- WHAT TO PRODUCE: Return the whole of the data exactly.

- DATA UNDER STUDY:

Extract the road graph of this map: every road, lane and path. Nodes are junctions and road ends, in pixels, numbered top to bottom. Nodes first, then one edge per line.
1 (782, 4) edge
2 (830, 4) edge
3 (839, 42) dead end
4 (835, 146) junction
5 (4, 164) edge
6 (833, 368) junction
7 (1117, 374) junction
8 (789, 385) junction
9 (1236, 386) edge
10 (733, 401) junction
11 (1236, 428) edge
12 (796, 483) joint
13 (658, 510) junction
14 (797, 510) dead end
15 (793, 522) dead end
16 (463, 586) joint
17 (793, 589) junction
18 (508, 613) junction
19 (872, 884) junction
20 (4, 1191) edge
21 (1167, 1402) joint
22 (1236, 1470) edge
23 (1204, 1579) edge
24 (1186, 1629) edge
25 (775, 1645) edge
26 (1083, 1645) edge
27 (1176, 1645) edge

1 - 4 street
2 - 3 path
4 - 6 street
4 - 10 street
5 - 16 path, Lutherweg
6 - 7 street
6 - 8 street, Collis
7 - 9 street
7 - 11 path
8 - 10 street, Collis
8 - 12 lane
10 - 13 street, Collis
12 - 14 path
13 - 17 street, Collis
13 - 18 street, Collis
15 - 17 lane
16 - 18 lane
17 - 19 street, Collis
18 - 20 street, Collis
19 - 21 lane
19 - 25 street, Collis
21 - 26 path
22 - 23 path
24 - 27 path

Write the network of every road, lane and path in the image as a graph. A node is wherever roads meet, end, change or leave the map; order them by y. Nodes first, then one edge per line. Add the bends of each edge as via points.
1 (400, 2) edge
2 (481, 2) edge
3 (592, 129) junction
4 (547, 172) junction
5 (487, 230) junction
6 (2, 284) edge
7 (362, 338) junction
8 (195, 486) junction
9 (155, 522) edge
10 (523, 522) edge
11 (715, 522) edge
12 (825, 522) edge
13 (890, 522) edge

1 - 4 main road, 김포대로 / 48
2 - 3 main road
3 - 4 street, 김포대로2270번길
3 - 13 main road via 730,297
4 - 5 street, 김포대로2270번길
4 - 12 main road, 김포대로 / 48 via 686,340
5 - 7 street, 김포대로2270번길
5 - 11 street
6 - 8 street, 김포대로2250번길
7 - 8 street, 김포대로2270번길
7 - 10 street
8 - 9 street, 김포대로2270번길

- RESPONSE BOX:
Extract the road graph of this map: every road, lane and path. Nodes are junctions and road ends, in pixels, numbered top to bottom. Nodes first, then one edge per line.
1 (782, 4) edge
2 (830, 4) edge
3 (839, 42) dead end
4 (835, 146) junction
5 (4, 164) edge
6 (833, 368) junction
7 (1117, 374) junction
8 (789, 385) junction
9 (1236, 386) edge
10 (733, 401) junction
11 (1236, 428) edge
12 (796, 483) joint
13 (658, 510) junction
14 (797, 510) dead end
15 (793, 522) dead end
16 (463, 586) joint
17 (793, 589) junction
18 (508, 613) junction
19 (872, 884) junction
20 (4, 1191) edge
21 (1167, 1402) joint
22 (1236, 1470) edge
23 (1204, 1579) edge
24 (1186, 1629) edge
25 (775, 1645) edge
26 (1083, 1645) edge
27 (1176, 1645) edge

1 - 4 street
2 - 3 path
4 - 6 street
4 - 10 street
5 - 16 path, Lutherweg
6 - 7 street
6 - 8 street, Collis
7 - 9 street
7 - 11 path
8 - 10 street, Collis
8 - 12 lane
10 - 13 street, Collis
12 - 14 path
13 - 17 street, Collis
13 - 18 street, Collis
15 - 17 lane
16 - 18 lane
17 - 19 street, Collis
18 - 20 street, Collis
19 - 21 lane
19 - 25 street, Collis
21 - 26 path
22 - 23 path
24 - 27 path

Write the network of every road, lane and path in the image as a graph. A node is wherever roads meet, end, change or leave the map; order them by y. Nodes first, then one edge per line. Add the bends of each edge as via points.
1 (400, 2) edge
2 (481, 2) edge
3 (592, 129) junction
4 (547, 172) junction
5 (487, 230) junction
6 (2, 284) edge
7 (362, 338) junction
8 (195, 486) junction
9 (155, 522) edge
10 (523, 522) edge
11 (715, 522) edge
12 (825, 522) edge
13 (890, 522) edge

1 - 4 main road, 김포대로 / 48
2 - 3 main road
3 - 4 street, 김포대로2270번길
3 - 13 main road via 730,297
4 - 5 street, 김포대로2270번길
4 - 12 main road, 김포대로 / 48 via 686,340
5 - 7 street, 김포대로2270번길
5 - 11 street
6 - 8 street, 김포대로2250번길
7 - 8 street, 김포대로2270번길
7 - 10 street
8 - 9 street, 김포대로2270번길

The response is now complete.